AI & Design

AI and Product Design: Not What I Expected

By Mohammed Noushad22 Jun 20266 min read

The prediction everyone got wrong

Two years ago the conversation was simple. One side said AI would replace designers entirely. The other side said AI was just fancy autocomplete and real design would always need humans. Both sides were wrong.

AI did not replace me. But it did replace a version of me — the one who spent Tuesday afternoons making 47 variants of the same button, the one who manually wrote alt text for 200 images, the one who audited spacing inconsistencies across five apps by screenshotting everything and squinting.

That version of me is gone. And I do not miss him.

What replaced him is not a machine. It is a different kind of designer — one who spends less time making things and more time deciding what things should be. Less pixel pushing, more direction setting. Less production, more judgment.

Nobody prepared me for this shift. Not design school. Not the design community. Everyone is still arguing about whether AI will take our jobs while the jobs themselves are quietly becoming something else.

What I actually do now

A year ago my week looked like this: design screens in Figma (40%), write documentation (20%), sit in meetings about the screens and the documentation (25%), actual thinking time (15%).

Now it is different. I spend maybe 15% of my week in Figma. The rest is defining what needs to be built, reviewing what AI generated, refining the parts that need human taste, and — this is the weird one — actually shipping things.

I ship more now than I ever did as a pure designer. Not because I learned to code. Because AI handles the production work and I handle the direction. The ratio flipped. I used to spend 80% of my time executing and 20% deciding. Now it is maybe 30% executing and 70% deciding.

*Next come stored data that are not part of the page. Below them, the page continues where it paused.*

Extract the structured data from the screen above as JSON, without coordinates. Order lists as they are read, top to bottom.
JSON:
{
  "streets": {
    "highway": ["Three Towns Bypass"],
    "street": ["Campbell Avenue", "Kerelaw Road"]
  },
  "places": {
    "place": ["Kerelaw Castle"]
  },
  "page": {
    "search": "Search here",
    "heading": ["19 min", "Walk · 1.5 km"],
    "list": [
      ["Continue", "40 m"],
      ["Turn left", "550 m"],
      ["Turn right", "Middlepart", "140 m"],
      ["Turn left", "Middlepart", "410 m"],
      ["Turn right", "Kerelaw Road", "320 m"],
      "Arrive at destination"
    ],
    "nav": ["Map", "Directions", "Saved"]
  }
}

The quality of my decisions improved because I have more time to think. The quality of execution is roughly the same — but it happens in hours instead of days.

What I stopped doing (completely)

I stopped designing every state of every component by hand. AI generates the loading, empty, error, disabled, focused, hovered, active states from the base design. I review and approve. Five minutes instead of two hours.

I stopped writing documentation from scratch. I describe the component, Claude writes the usage guidelines, accessibility notes, and code examples. I edit for voice and accuracy. Documentation used to be the part I dreaded most. Now I barely think about it.

I stopped doing competitive audits manually. An agent researches competitors, screenshots their interfaces, identifies patterns, and writes a summary. I read the summary and spot the insights a machine would miss.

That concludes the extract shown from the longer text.